Item 9A(T). Controls and Procedures.
(a) We maintain a system of controls and procedures designed to ensure that information required to be disclosed by us in reports that we file or submit under the Securities Exchange Act of 1934, as amended, is recorded, processed, summarized and reported, within time periods specified in the SEC’s rules and forms and to ensure that information required to be disclosed by us in the reports that we file or submit under the Securities Exchange Act of 1934, as amended, is accumulated and communicated to our management, including our Chief Executive Officer and Principal Financial Officer, or persons performing similar functions, as appropriate to allow timely decisions regarding required disclosure. As of January 31, 2012, under the supervision and with the participation of our Chief Executive Officer and Principal Financial Officer, management has evaluated the effectiveness of the design and operation of our disclosure controls and procedures. Based on that evaluation, the Chief Executive Officer and the Principal Financial Officer concluded that our disclosure controls and procedures were effective.

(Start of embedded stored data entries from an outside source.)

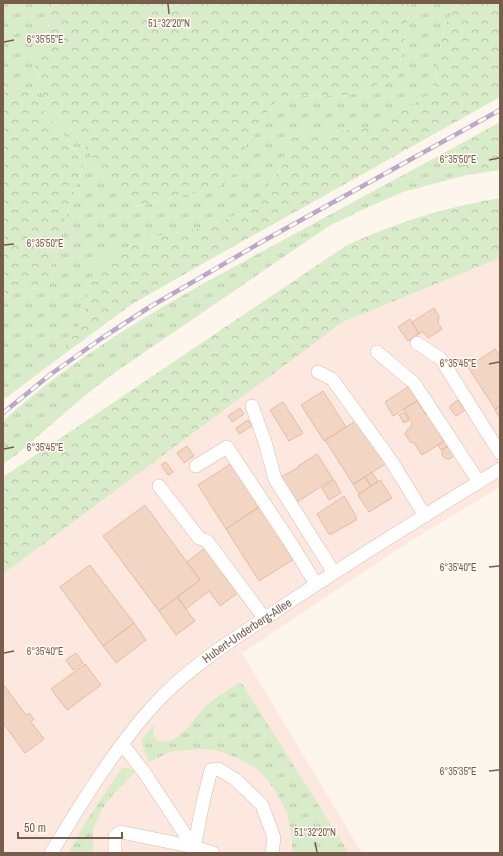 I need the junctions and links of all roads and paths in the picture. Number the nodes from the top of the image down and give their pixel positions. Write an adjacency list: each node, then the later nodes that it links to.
1 (417, 343): 5 (street)
2 (376, 352): 8 (street)
3 (318, 372): 10 (street)
4 (252, 406): 11 (street)
5 (500, 453)
6 (196, 466): 12 (street)
7 (500, 469): 8 (street, Hubert-Underberg-Allee)
8 (479, 482): 10 (street, Hubert-Underberg-Allee)
9 (159, 486): 13 (street)
10 (425, 516): 11 (street, Hubert-Underberg-Allee)
11 (334, 573): 12 (street, Hubert-Underberg-Allee)
12 (316, 584): 13 (street, Hubert-Underberg-Allee)
13 (264, 619): 14 (street, Hubert-Underberg-Allee)
14 (122, 744): 15 (street); 16 (street, Hubert-Underberg-Allee)
15 (195, 851): 17 (street); 18 (street); 19 (street)
16 (51, 853)
17 (115, 853)
18 (214, 853)
19 (272, 853) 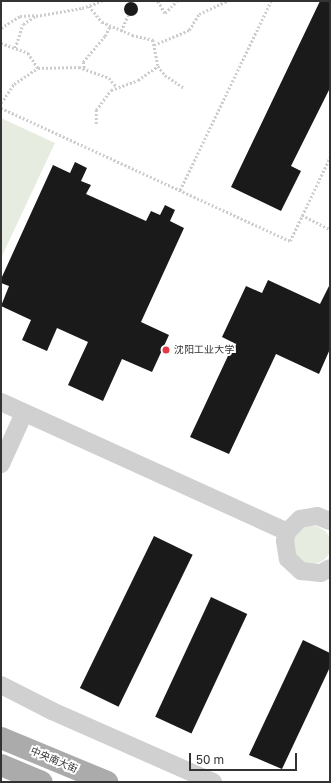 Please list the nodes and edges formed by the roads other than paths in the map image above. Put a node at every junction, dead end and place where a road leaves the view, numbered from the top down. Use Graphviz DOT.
graph roads {
  1 [pos="1,402"];
  2 [pos="24,413"];
  3 [pos="1,464"];
  4 [pos="329,517"];
  5 [pos="287,532"];
  6 [pos="330,568"];
  7 [pos="1,685"];
  8 [pos="1,738"];
  9 [pos="1,765"];
  10 [pos="42,782"];
  11 [pos="107,782"];
  12 [pos="213,782"];
  1 -- 2 [label="street"];
  2 -- 3 [label="street"];
  2 -- 5 [label="street"];
  4 -- 5 [label="street"];
  5 -- 6 [label="street"];
  7 -- 12 [label="street"];
  8 -- 11 [label="main road, 中央南大街"];
  9 -- 10 [label="main road"];
} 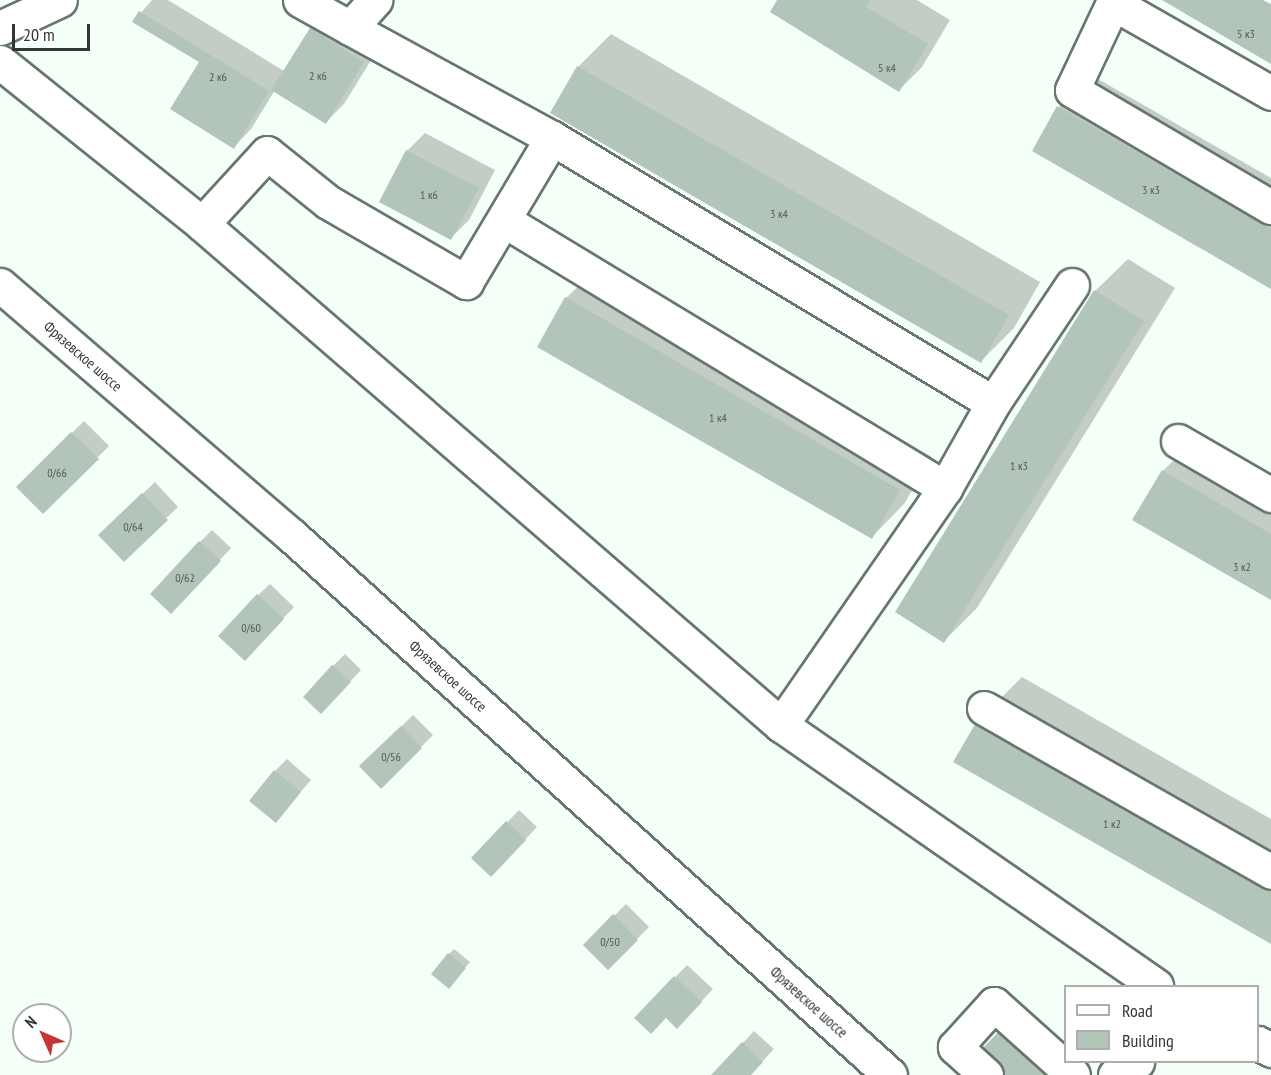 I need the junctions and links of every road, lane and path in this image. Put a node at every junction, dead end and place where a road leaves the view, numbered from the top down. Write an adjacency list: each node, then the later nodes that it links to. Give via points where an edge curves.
1 (60, 0): 4 (main road)
2 (300, 0): 5 (main road)
3 (375, 0): 5 (main road)
4 (0, 28)
5 (350, 28): 8 (main road)
6 (0, 62): 11 (main road)
7 (1271, 93): 9 (main road, via 1113,3 1072,90)
8 (552, 138): 10 (main road); 14 (main road)
9 (1271, 207)
10 (505, 221): 11 (main road, via 466,282 328,202 267,153); 16 (main road)
11 (202, 224): 19 (main road)
12 (0, 285): 23 (main road, Фрязевское шоссе, via 292,536)
13 (1072, 285): 14 (main road)
14 (993, 402): 16 (main road)
15 (1178, 441): 17 (main road)
16 (945, 488): 19 (main road)
17 (1271, 495)
18 (984, 708): 20 (main road)
19 (781, 725): 21 (main road)
20 (1271, 872)
21 (1153, 985)
22 (1135, 1063): 26 (main road)
23 (890, 1075)
24 (986, 1075): 25 (main road, via 955,1047 994,1004)
25 (1073, 1075)
26 (1115, 1075)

As permitted by applicable SEC rules, this report does not include an attestation report of our independent registered public accounting firm regarding internal control over financial reporting. Management's report, which is included in Item 8 above, was not subject to attestation by our registered public accounting firm pursuant to temporary rules of the SEC that permit us to provide only management's report in this annual report.
(b) There were no changes in our internal control over financial reporting during the quarter ended January 31, 2012, that materially affected, or are reasonably likely to materially affect, our internal controls over financial reporting.
Item 9B. Other Information.
None.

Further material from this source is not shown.